Security By Obscurity

Before we had the mathematically sound options for secure encryption and hashing, extra measures were often taken (and some are still today) by the creators of the systems using the encryption process to give them some uniqueness – additional methods of encryption hidden away in the black box of the service provided. Without access to the source code, it’s often impossible to tell how a service is encrypting it’s data.

A very simple example would be double encrypting, or double hashing. This is simply taking the result of an encryption (or hashing) process, and performing the same operation several more times – or perhaps even a completely separate operation – on the resulting encrypted data. More obscure examples of security by obscurity could include customized cryptosystems, unique algorithms, or even adding random data in a predetermined way.

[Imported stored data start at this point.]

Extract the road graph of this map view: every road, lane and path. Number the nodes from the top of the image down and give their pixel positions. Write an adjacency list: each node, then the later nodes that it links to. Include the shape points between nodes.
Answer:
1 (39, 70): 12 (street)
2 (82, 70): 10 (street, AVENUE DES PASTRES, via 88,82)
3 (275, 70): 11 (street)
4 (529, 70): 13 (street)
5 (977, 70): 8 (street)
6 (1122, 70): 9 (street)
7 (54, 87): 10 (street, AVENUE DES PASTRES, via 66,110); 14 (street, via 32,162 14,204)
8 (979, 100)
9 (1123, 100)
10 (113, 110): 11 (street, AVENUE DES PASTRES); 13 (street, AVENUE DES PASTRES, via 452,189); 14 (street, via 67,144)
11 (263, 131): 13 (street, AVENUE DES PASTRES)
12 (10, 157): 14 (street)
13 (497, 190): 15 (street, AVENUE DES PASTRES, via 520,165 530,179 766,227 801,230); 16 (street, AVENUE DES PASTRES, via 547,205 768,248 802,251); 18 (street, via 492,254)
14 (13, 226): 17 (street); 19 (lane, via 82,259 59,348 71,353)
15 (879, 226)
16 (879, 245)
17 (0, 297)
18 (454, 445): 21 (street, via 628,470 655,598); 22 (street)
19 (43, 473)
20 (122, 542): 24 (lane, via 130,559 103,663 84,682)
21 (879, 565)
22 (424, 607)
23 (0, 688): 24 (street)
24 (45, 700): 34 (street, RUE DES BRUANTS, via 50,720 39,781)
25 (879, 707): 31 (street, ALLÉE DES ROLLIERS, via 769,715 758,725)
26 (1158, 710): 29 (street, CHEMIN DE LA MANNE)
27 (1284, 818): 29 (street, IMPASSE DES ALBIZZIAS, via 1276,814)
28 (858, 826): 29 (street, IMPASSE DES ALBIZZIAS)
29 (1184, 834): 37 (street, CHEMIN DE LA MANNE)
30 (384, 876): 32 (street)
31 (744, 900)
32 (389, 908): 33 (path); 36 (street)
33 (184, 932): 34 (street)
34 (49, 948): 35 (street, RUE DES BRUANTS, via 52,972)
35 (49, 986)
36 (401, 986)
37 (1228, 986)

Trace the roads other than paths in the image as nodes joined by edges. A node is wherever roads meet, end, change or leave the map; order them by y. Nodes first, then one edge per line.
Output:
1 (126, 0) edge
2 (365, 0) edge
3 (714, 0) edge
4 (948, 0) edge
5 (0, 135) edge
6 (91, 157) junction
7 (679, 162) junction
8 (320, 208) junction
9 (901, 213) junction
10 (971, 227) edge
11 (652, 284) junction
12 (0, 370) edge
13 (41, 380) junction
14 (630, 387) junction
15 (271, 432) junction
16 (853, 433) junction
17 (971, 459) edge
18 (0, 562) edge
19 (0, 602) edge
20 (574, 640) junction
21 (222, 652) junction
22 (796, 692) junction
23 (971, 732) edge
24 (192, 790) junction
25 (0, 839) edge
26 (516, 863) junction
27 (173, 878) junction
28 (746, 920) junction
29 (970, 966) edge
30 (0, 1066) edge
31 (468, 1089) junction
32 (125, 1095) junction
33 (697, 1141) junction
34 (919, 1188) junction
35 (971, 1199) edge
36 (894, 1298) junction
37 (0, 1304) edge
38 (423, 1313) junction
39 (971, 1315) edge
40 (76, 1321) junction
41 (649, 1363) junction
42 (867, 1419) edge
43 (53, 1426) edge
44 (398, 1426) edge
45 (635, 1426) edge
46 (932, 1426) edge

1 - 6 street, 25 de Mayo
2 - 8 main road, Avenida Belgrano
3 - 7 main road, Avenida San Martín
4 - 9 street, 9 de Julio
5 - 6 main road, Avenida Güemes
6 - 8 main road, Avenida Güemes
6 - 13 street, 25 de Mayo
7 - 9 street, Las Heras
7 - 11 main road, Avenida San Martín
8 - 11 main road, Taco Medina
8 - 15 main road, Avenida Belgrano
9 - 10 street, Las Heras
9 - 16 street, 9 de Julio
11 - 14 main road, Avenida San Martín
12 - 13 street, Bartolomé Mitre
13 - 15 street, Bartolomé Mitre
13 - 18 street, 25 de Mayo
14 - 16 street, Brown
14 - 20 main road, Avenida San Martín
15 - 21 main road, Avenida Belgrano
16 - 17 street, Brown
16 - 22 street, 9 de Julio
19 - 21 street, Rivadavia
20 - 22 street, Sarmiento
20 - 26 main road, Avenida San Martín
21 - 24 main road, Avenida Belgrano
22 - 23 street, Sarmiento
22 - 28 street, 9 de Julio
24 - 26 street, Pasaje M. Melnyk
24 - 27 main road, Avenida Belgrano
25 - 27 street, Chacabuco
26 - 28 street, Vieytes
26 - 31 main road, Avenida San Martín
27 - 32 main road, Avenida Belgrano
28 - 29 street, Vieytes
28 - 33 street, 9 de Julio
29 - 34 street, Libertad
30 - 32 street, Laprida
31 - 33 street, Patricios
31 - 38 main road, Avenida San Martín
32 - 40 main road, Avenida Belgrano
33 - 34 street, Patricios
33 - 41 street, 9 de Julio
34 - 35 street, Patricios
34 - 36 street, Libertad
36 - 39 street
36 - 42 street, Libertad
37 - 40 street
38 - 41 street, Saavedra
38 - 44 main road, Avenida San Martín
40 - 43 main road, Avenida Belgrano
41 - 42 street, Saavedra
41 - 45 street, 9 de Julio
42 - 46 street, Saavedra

So what’s all this about? Why do people bother with implementing these ideas? The reason is that it changes the fault point in the security of the application. Using a well known encryption system (such as BlowFish, or the SHA-256 hash function) means that you are putting all your eggs into this particular encryption basket – as long as the algorithm remains secure, so does your data. Naturally these days there is little concern for algorithms considered mathematically secure to be broken – but it has happened in the past. With some added obscure security measures, the focus is switched to keeping the design of the system unknown to potentially malicious users. With everything operating in a black box, as long as the source code of the application is not revealed attempting cryptanalysis would be immensely difficult (assuming good practice on the part of the system’s designer).